Ahrweiler residents had been told to expect the Ahr River, a tributary of the Rhine, to reach the crest at 7 meters (almost 23 feet), but Meyrer said few understood what that would mean. The last major flood in the area south of Bonn was more than a century ago.
Nearly 200 people were killed when heavy rains turned streams into raging torrents in parts of western Germany and Belgium, and authorities put the death toll in Ahrweiler county alone at 110, making it the worst-hit region.
Meyrer, who expects that number to rise significantly, said the victims came from all walks of life.
“Elderly people who died in bed because they could not get up or because they did not listen to him; young people who died minutes after helping others; people who died in their car because they wanted to get it out when the flood wave surprised them. “
The townspeople recounted sad cases of belated mourning, as they began to realize that the reported missing would not return.
Meyrer said he was called when firefighters found the body of a woman he knew well.
“The husband knew that his wife had been in the basement and had to wait two days for her to recover,” he said.
For now, many residents are focusing on cleanup before dealing with the longer task of rebuilding.
“We have to start over,” said Paddy Amanatidis, the owner of La Perla pizzeria, as she took a break from cleaning up debris from the restaurant.
“We are fighting to overcome (the coronavirus pandemic) and the flood will not sink us either,” he said, adding that the solidarity shown by neighbors and friends has helped lift spirits.
Meyrer believes that even for those who were fortunate enough not to have lost loved ones, the enormous impact of the disaster has not fully affected them.
“When the first batch (of debris) has been cleared and people have nothing to do, then I think many will understand for the first time what they have lost and what that means,” he said.

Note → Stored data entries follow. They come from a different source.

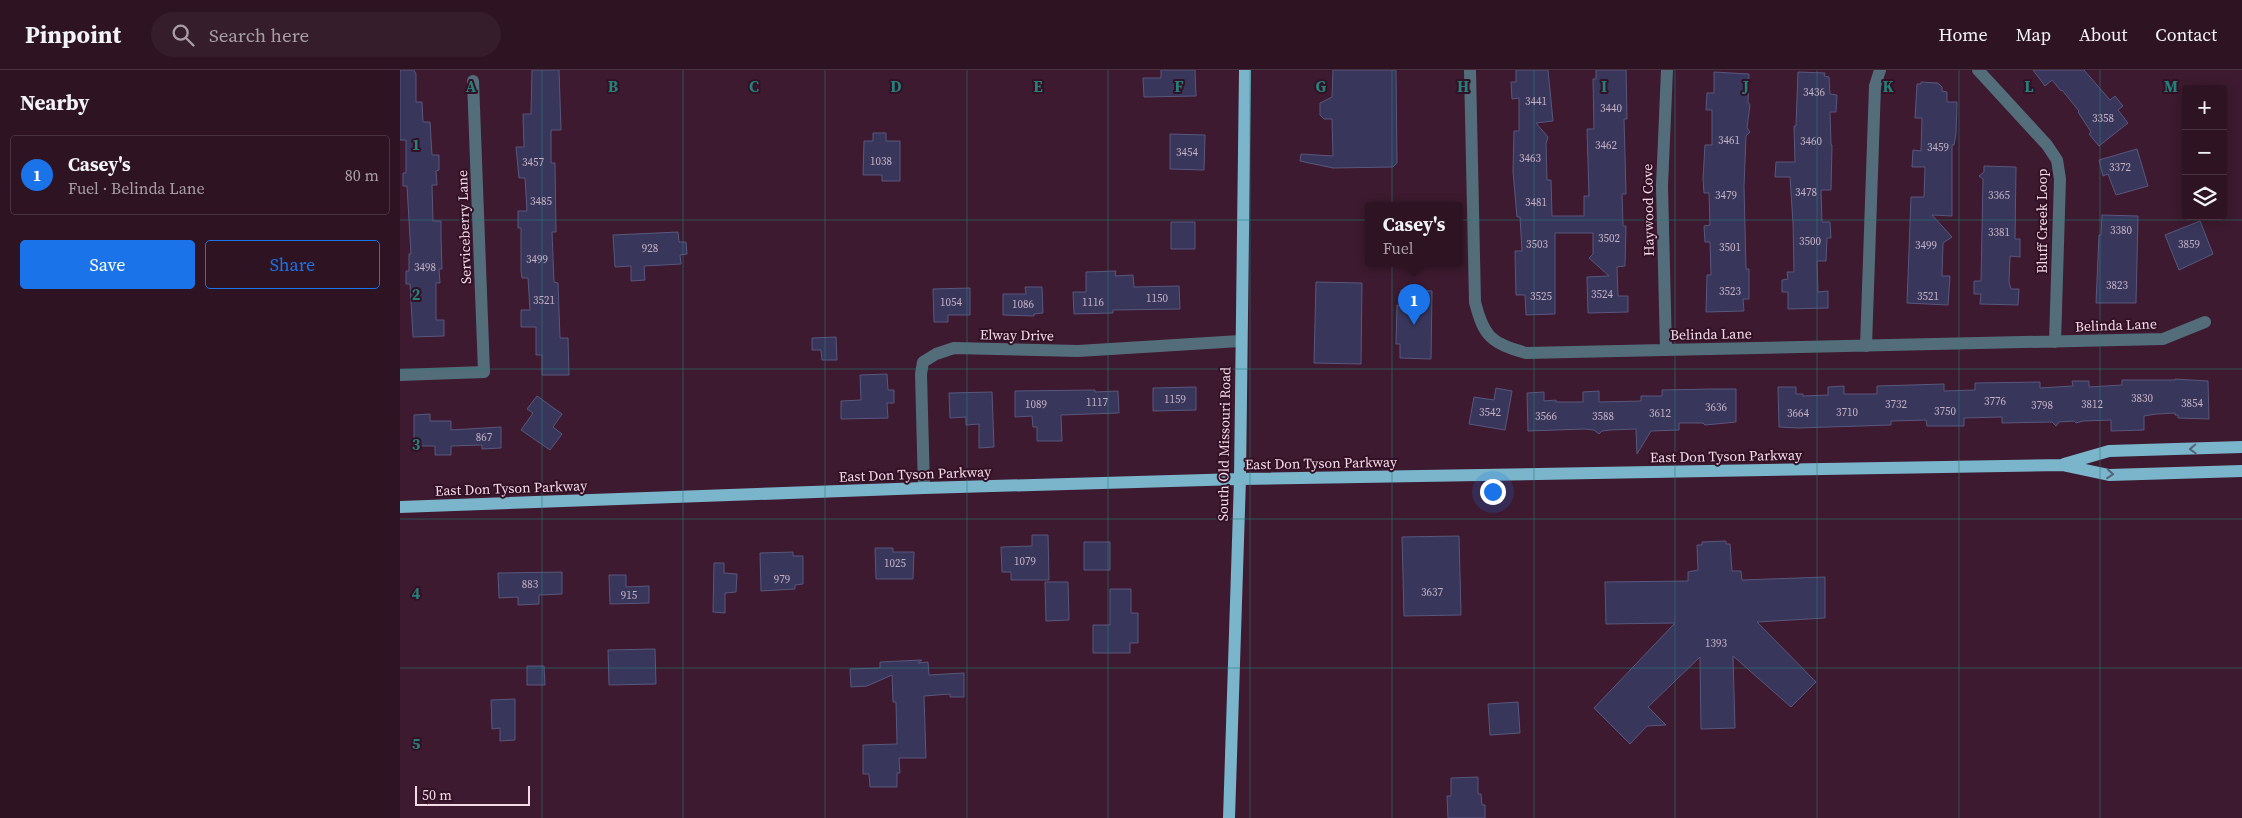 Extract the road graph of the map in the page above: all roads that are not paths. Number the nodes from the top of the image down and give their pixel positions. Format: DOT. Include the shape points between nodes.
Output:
graph roads {
  1 [pos="1245,70"];
  2 [pos="1470,70"];
  3 [pos="1667,70"];
  4 [pos="1880,70"];
  5 [pos="1978,70"];
  6 [pos="473,82"];
  7 [pos="2205,322"];
  8 [pos="1240,341"];
  9 [pos="2055,342"];
  10 [pos="1866,346"];
  11 [pos="1666,350"];
  12 [pos="400,375"];
  13 [pos="2242,447"];
  14 [pos="2062,464"];
  15 [pos="2242,472"];
  16 [pos="1240,480"];
  17 [pos="924,488"];
  18 [pos="400,507"];
  19 [pos="1229,818"];
  1 -- 8 [label="main road, South Old Missouri Road"];
  2 -- 11 [label="street, Belinda Lane" via="1474,302 1480,323 1492,339 1526,353"];
  3 -- 11 [label="street, Haywood Cove" via="1662,177"];
  4 -- 10 [label="street" via="1875,86"];
  5 -- 9 [label="street, Bluff Creek Loop" via="2057,160 2060,179"];
  6 -- 12 [label="street, Serviceberry Lane" via="484,372"];
  7 -- 9 [label="street, Belinda Lane" via="2163,339"];
  8 -- 16 [label="main road, South Old Missouri Road"];
  8 -- 17 [label="street, Elway Drive" via="1078,351 954,348 936,354 923,362 921,374"];
  9 -- 10 [label="street, Belinda Lane"];
  10 -- 11 [label="street, Belinda Lane"];
  13 -- 14 [label="main road, East Don Tyson Parkway, one-way" via="2109,451"];
  14 -- 15 [label="main road, East Don Tyson Parkway, one-way" via="2110,475"];
  14 -- 16 [label="main road, East Don Tyson Parkway"];
  16 -- 17 [label="main road, East Don Tyson Parkway"];
  16 -- 19 [label="main road, South Old Missouri Road"];
  17 -- 18 [label="main road, East Don Tyson Parkway"];
}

German officials have rejected allegations that they failed to adequately warn people about the severity of the floods, but admitted that more lessons can be learned from the disaster. Experts say that global warming can make such floods even more frequent.
Upstream in the largely destroyed village of Schuld, Mayor Helmut Lussi said the scars will last a long time. “Our lives changed overnight,” he told German Chancellor Merkel, who was visiting on Sunday.
As for mourning the victims, Meyrer says the daunting task will require the help of clergy from across the city and beyond.
In addition to the large number of deaths, the authorities must also find out where to bury them, because the local cemetery was also flooded and almost no headstone was left standing.
While the recently renovated Gothic walls of the 13th-century San Lorenzo church were miraculously untouched by the floods, Meyrer plans to keep walking the streets for now, offering a helping hand, an understanding ear, and a shoulder to cry on.
But even he is struggling, saying that prayer has not been easy in the days since the disaster struck.
“I don’t have the words, the time, the peace,” he said. “I can’t do that right now.”
“At night I try to say, ‘Lord, somehow you have to take control now.’ That has to be good enough, ”he added.